→ **Instructions for the task**
Please restate each line of the data that follows word for word, skipping any image.

→ **Exercise material**
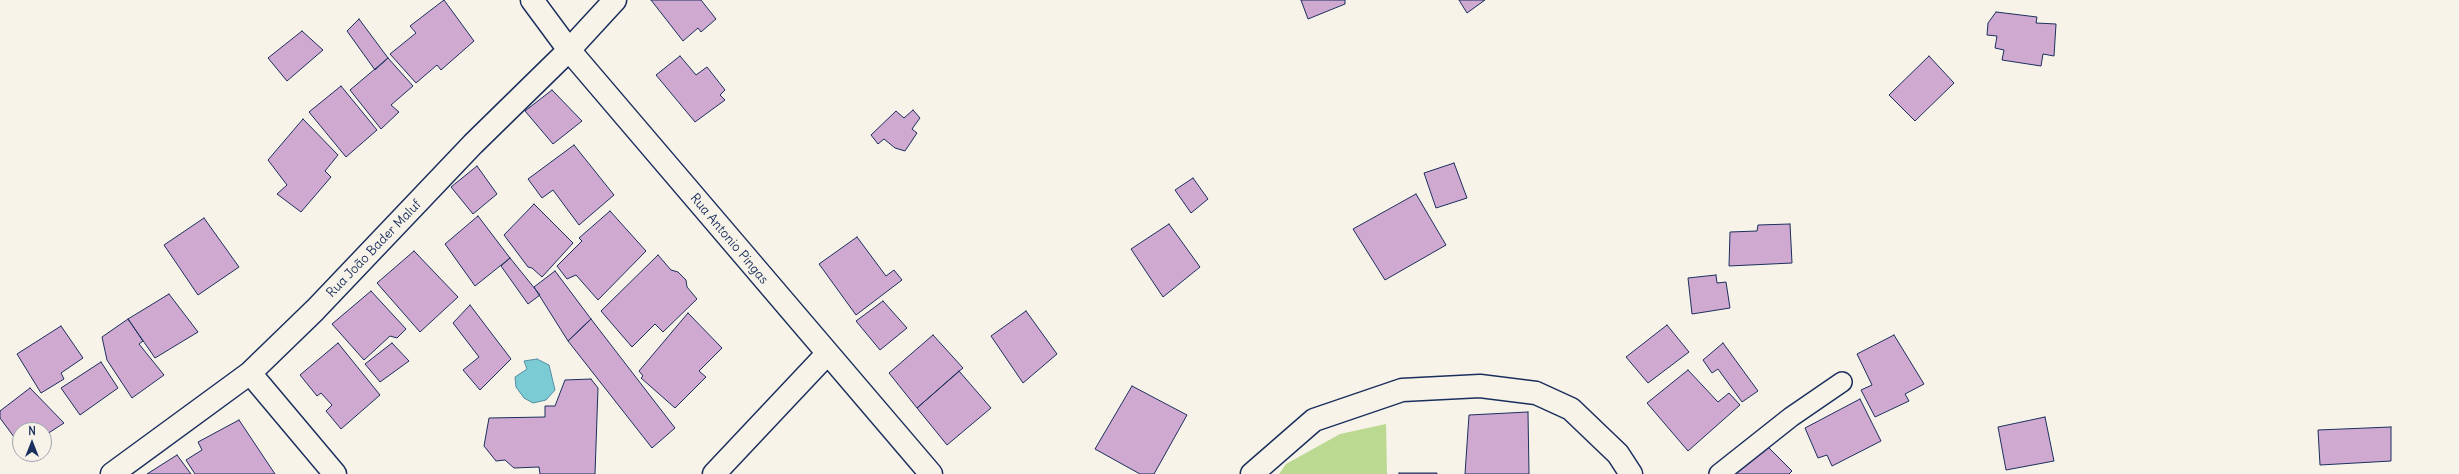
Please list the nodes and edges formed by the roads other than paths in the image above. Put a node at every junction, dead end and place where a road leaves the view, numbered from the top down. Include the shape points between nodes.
1 (532, 0) edge
2 (615, 0) edge
3 (569, 50) junction
4 (827, 354) junction
5 (250, 373) junction
6 (1842, 382) dead end
7 (112, 474) edge
8 (335, 474) edge
9 (714, 474) edge
10 (931, 474) edge
11 (1252, 474) edge
12 (1632, 474) edge
13 (1719, 474) edge

1 - 3 street, Rua Antonio Pingas
2 - 3 street, Rua João Bader Maluf
3 - 4 street, Rua Antonio Pingas
3 - 5 street, Rua João Bader Maluf via 473,144 315,310
4 - 9 street
4 - 10 street, Rua Antonio Pingas
5 - 7 street, Rua João Bader Maluf
5 - 8 street
6 - 13 lane via 1791,417
11 - 12 street via 1314,420 1402,390 1480,386 1536,393 1571,409 1618,454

→ **Response**
Please list the nodes and edges formed by the roads other than paths in the image above. Put a node at every junction, dead end and place where a road leaves the view, numbered from the top down. Include the shape points between nodes.
1 (532, 0) edge
2 (615, 0) edge
3 (569, 50) junction
4 (827, 354) junction
5 (250, 373) junction
6 (1842, 382) dead end
7 (112, 474) edge
8 (335, 474) edge
9 (714, 474) edge
10 (931, 474) edge
11 (1252, 474) edge
12 (1632, 474) edge
13 (1719, 474) edge

1 - 3 street, Rua Antonio Pingas
2 - 3 street, Rua João Bader Maluf
3 - 4 street, Rua Antonio Pingas
3 - 5 street, Rua João Bader Maluf via 473,144 315,310
4 - 9 street
4 - 10 street, Rua Antonio Pingas
5 - 7 street, Rua João Bader Maluf
5 - 8 street
6 - 13 lane via 1791,417
11 - 12 street via 1314,420 1402,390 1480,386 1536,393 1571,409 1618,454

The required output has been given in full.